Work request — Here are some records; copy every line that holds the word "dead".

+ + +

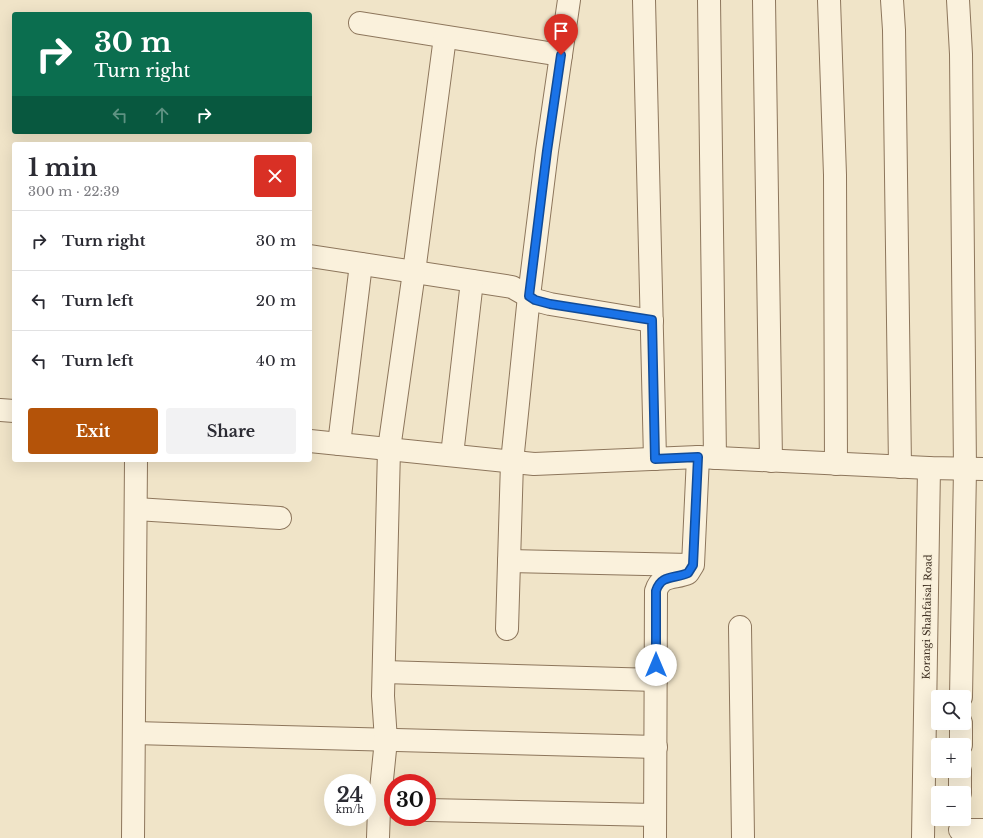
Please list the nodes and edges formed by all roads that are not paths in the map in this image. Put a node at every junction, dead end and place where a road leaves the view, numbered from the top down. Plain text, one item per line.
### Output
1 (569, 0) edge
2 (644, 0) edge
3 (709, 0) edge
4 (764, 0) edge
5 (829, 0) edge
6 (892, 0) edge
7 (958, 0) edge
8 (360, 23) dead end
9 (445, 37) junction
10 (561, 55) junction
11 (312, 256) edge
12 (361, 264) junction
13 (414, 272) junction
14 (472, 280) junction
15 (529, 296) junction
16 (652, 320) junction
17 (0, 410) edge
18 (12, 411) edge
19 (312, 441) edge
20 (339, 444) junction
21 (389, 449) junction
22 (452, 455) junction
23 (707, 458) junction
24 (655, 459) junction
25 (771, 461) junction
26 (136, 462) edge
27 (512, 462) junction
28 (836, 464) junction
29 (900, 467) junction
30 (929, 468) junction
31 (974, 469) edge
32 (136, 509) junction
33 (280, 518) dead end
34 (509, 561) junction
35 (693, 565) junction
36 (740, 627) dead end
37 (507, 629) dead end
38 (384, 672) junction
39 (656, 680) junction
40 (961, 690) edge
41 (134, 733) junction
42 (386, 740) junction
43 (656, 747) junction
44 (386, 774) edge
45 (436, 810) edge
46 (384, 816) edge
47 (655, 816) junction
48 (960, 829) edge
49 (983, 830) edge
50 (133, 838) edge
51 (378, 838) edge
52 (655, 838) edge
53 (743, 838) edge
54 (923, 838) edge

1 - 10 street
2 - 16 street
3 - 23 street
4 - 25 street
5 - 28 street
6 - 29 street
7 - 31 street
8 - 9 street
9 - 10 street
9 - 13 street
10 - 15 street
11 - 12 street
12 - 13 street
12 - 20 street
13 - 14 street
13 - 21 street
14 - 15 street
14 - 22 street
15 - 16 street
15 - 27 street
16 - 24 street
17 - 18 street
19 - 20 street
20 - 21 street
21 - 22 street
21 - 38 street
22 - 27 street
23 - 24 street
23 - 25 street
23 - 35 street
24 - 27 street
25 - 28 street
26 - 32 street
27 - 34 street
28 - 29 street
29 - 30 street
30 - 31 street
30 - 54 street, Korangi Shahfaisal Road
31 - 40 street
32 - 33 street
32 - 41 street
34 - 35 street
34 - 37 street
35 - 39 street
36 - 53 street
38 - 39 street
38 - 42 street
39 - 43 street
41 - 42 street
41 - 50 street
42 - 43 street
42 - 44 street
43 - 47 street
45 - 47 street
46 - 51 street
47 - 52 street
48 - 49 street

+ + +

Result —
Please list the nodes and edges formed by all roads that are not paths in the map in this image. Put a node at every junction, dead end and place where a road leaves the view, numbered from the top down. Plain text, one item per line.
8 (360, 23) dead end
33 (280, 518) dead end
36 (740, 627) dead end
37 (507, 629) dead end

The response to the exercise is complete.